Pakistan is defying mounting Western pressure to end a giant tax dodge with fewer and fewer people contributing to government coffers, spelling dire consequences for a sagging economy.
Tax is taboo in Pakistan. Barely one per cent of the population pays at all, as a corrupt bureaucracy safeguards entrenched interests and guards private wealth, but starves energy, health and education of desperately needed funds.
Less than 10 per cent of GDP comes from tax revenue – one of the lowest global rates and worse than in much of Africa, say economists.
Federal Board of Revenue (FBR) spokesman Asrar Rauf said 1.9 million people paid tax in 2010, less than the year before, despite 3.2 million being registered to pay – itself a drop in the ocean of a population of 180 million.
As a result, Pakistan’s fiscal deficit widened from 5.3 per cent to 6.3 per cent of GDP in 2010, the Asian Development Bank said this month, knocking 2011 growth figures to 2.5 per cent and predictions for 2012 to 3.2 per cent.
In the wake of catastrophic 2010 floods that cost the economy $10 billion, Washington donated hundreds of millions of dollars and demanded that Pakistan’s rich, whose lifestyles outstrip many in the West, step up to the plate.
This month visiting British Prime Minister David Cameron pressed the point home, saying aid increases were a hard sell when: “Too many of your richest people are getting away without paying much tax at all and that’s not fair”.
Tax reform has come to nothing, not least because of political stalemate in the hamstrung parliament and a government coalition threatened with collapse by walk-outs.
The IMF last May halted $11.3 billion assistance package over a lack of progress on reforms, principally on tax.
And despite a flurry of meetings, no new loan has been agreed in the run-up to the IMF and World Bank’s Spring meetings.
An IMF review mission is due to visit on May 8. “Consensus is building, we have almost reached agreement (on reform),” one government official told AFP, but gave no details.
Under pressure, President Asif Ali Zardari pushed through a short-term 15 per cent flood surcharge on income tax and a 2.5 per cent special excise duty in March, but it is uncertain whether they will survive the next budget in June.
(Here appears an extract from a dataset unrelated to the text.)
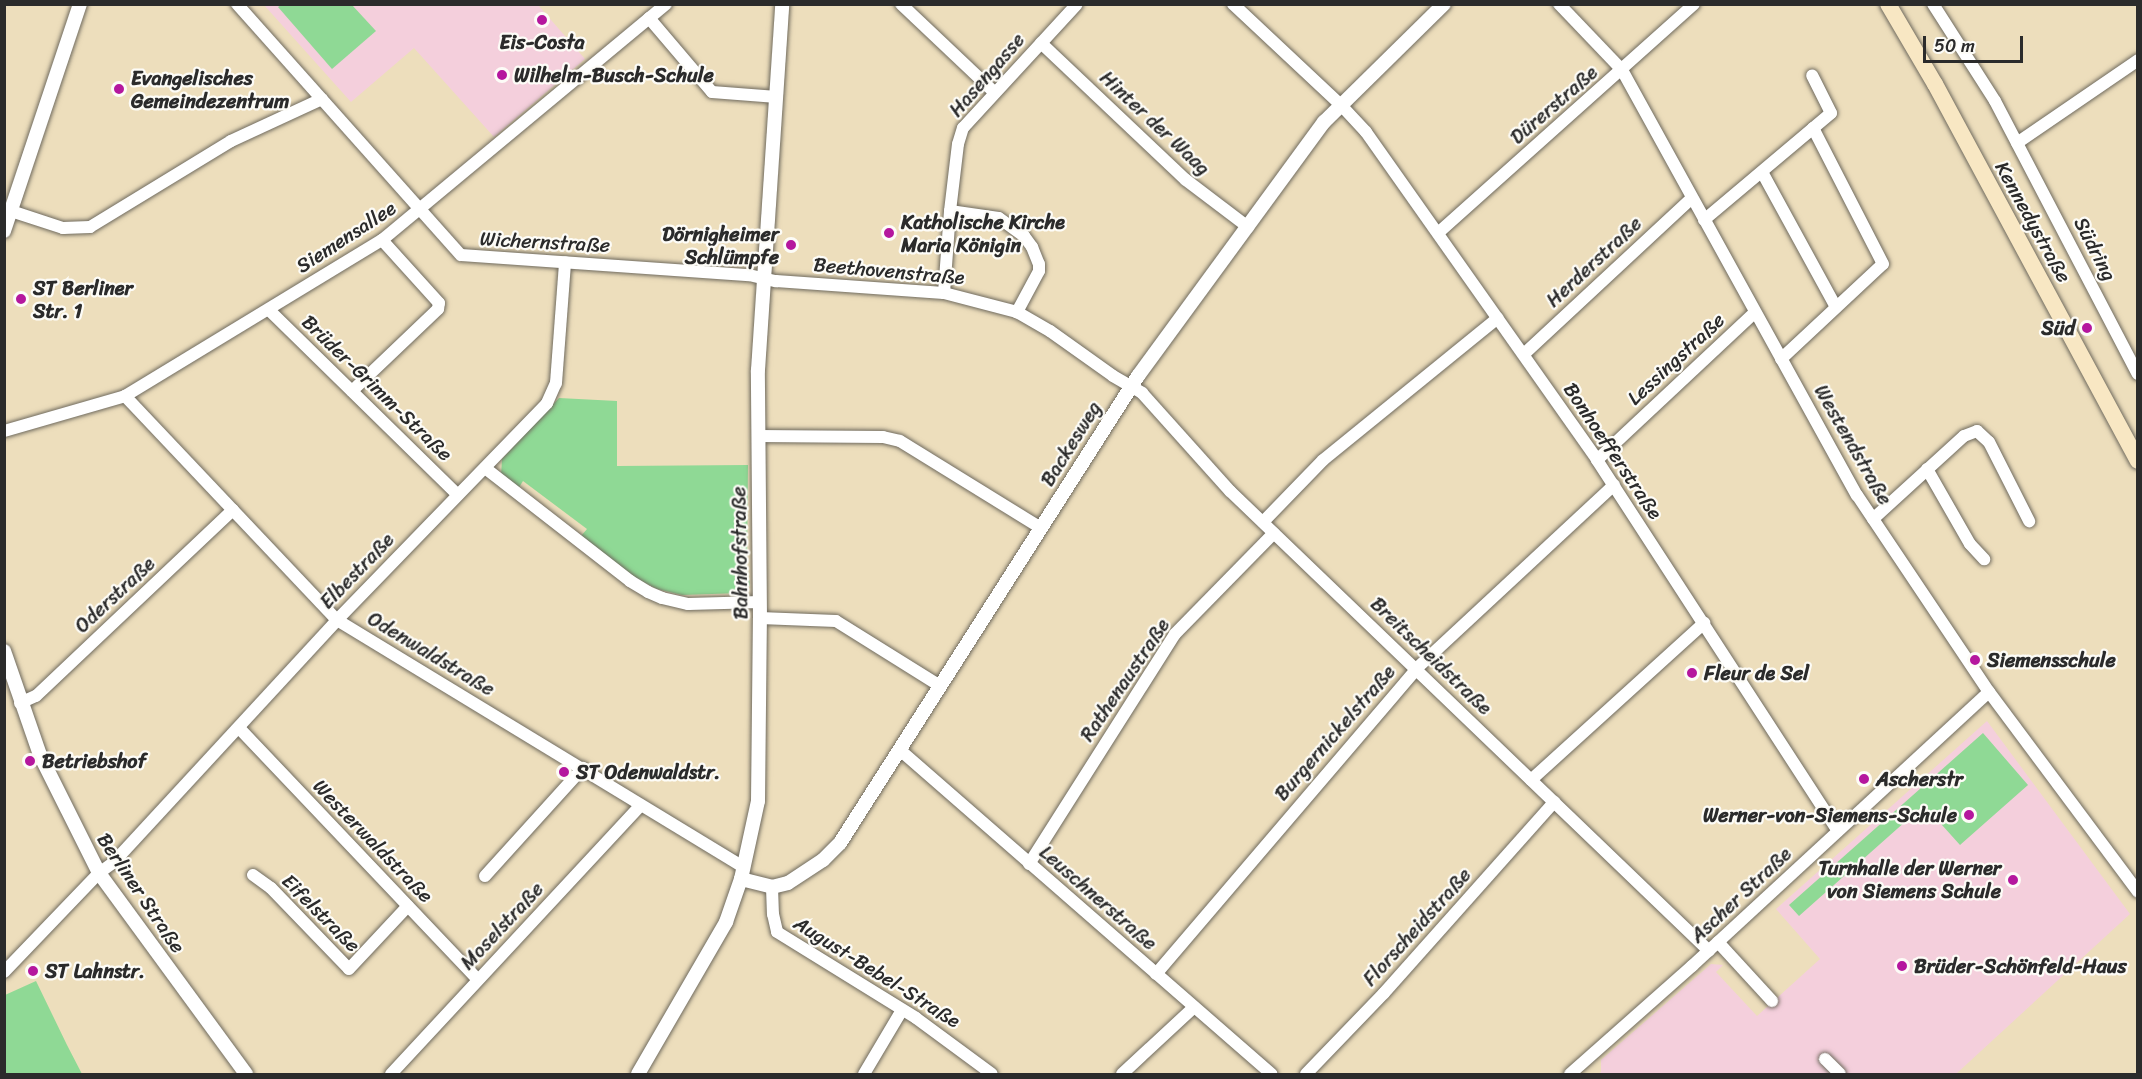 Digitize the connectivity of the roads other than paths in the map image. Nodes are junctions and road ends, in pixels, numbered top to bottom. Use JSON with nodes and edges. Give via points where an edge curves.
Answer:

Government suggestions of raising revenue by reforming a general sales tax ran into walk-outs from politicians who said it unfairly hits the poor.
What would really work, say analysts, would be scrapping exemptions that serve entrenched interests, such as a 50 percent tax discount on sugar and a gate on taxing agricultural income that largely exempts wealthy feudal landowners.
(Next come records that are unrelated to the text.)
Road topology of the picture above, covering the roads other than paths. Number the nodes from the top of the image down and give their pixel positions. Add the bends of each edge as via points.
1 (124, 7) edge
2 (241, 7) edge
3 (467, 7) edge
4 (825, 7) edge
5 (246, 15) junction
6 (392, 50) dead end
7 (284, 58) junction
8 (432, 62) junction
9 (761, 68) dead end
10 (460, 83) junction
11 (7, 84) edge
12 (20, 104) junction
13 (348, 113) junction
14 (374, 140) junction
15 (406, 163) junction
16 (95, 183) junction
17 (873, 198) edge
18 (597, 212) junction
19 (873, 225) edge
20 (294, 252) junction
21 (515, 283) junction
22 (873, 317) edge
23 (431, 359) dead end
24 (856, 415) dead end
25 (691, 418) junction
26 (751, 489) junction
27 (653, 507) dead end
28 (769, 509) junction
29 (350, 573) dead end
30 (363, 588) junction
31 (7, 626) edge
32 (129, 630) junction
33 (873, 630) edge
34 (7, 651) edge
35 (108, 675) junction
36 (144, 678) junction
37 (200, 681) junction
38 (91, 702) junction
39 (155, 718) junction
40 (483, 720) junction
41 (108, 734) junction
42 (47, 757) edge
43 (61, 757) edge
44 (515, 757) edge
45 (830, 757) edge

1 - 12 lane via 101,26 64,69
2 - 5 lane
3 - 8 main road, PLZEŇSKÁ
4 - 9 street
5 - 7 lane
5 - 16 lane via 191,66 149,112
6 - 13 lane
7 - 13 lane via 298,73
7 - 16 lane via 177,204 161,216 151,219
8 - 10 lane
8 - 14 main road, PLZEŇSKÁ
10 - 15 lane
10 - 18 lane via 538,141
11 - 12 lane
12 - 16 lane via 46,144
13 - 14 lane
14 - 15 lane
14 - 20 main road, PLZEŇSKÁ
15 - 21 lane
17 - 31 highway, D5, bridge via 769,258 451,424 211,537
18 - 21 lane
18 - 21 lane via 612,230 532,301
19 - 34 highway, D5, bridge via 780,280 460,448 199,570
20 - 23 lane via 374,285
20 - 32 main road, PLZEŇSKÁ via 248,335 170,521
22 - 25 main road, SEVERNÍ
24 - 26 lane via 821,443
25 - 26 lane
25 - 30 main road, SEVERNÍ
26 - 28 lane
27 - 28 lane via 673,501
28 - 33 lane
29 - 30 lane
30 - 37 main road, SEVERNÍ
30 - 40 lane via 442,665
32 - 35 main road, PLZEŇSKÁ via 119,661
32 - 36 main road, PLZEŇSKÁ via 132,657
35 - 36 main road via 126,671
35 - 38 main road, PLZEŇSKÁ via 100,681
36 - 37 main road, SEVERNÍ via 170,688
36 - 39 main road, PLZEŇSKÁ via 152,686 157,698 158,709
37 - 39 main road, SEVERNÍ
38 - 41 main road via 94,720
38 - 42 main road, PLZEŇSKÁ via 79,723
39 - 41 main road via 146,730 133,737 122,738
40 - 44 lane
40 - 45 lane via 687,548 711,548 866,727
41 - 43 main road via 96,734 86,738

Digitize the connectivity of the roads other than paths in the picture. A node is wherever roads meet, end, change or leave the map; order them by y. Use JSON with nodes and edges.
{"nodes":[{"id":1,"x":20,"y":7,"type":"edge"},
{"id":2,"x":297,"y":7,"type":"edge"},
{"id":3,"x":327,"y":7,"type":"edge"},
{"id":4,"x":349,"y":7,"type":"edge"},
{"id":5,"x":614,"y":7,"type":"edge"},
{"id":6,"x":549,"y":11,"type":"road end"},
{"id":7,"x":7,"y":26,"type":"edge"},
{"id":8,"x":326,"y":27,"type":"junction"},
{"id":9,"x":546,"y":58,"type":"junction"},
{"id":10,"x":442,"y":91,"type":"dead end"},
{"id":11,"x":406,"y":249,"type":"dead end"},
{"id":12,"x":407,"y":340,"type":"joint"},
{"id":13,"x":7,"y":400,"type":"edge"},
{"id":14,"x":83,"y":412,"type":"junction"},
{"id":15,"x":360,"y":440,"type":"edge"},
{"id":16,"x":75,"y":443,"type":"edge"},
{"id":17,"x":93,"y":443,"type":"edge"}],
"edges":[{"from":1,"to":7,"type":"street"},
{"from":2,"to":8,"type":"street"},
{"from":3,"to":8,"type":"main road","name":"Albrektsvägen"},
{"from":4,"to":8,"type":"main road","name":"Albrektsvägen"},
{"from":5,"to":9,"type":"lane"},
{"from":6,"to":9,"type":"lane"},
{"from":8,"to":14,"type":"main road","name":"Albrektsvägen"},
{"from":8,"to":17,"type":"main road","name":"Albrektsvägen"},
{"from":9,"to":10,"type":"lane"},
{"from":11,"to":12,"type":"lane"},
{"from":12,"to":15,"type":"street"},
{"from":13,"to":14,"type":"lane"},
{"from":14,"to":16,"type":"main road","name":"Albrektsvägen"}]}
But stalemate and vested interests have made that impossible.
“There’s talk of early elections. One has a brittle coalition. A lot of the reform areas that need to be dealt with have very well entrenched and powerful lobbies that are making the case against it,” said a finance ministry official.
As it is, the tiny minority who contribute say they carry a disproportionate tax burden, for which they get nothing in return.
Pakistan suffers from an awful energy crisis, yet government spending on electricity subsidies last year reached just under one percent of GDP, health spending 0.5 percent and education two percent, said the finance ministry.
According to a 2009 study by the Pakistan Institute of Legislative Development and Transparency, the average member of parliament was worth $900,000 and the wealthiest $37 million.
Those figures stand against estimates that a quarter of the population lives below the poverty line and that GDP per capita stands at $2,400.
“No one trusts the government,” says industrialist Mohammad Ishaq, former vice president of the chamber of commerce in the northwestern province of Khyber Pakhtunkhwa.
“Without social welfare and with this corruption, nobody is ready to pay tax… in return one gets nothing — no health, education, social security.” Eunuchs have been appointed tax collectors in Karachi, the financial capital, on the understanding that a visit from the maligned transgender group would embarrass people into paying up.
But former finance minister Salman Shah said tax evasion was inevitable because of corruption within the FBR, which employs 23,000 people nationwide.
“There’s a big mistrust of the tax authority itself. That’s why a self-assessment scheme came in,” said Shah.
Pakistan’s counter-terror fight generates huge injections of aid from the United States, but at a conference last October, Secretary of State Hillary Clinton could not hide her impatience.
“Is it absolutely unacceptable for those with means in Pakistan not to be doing their fair share to help their own people while the taxpayer of Europe, the US and other contributing countries are all chipping in to do our part,” she said.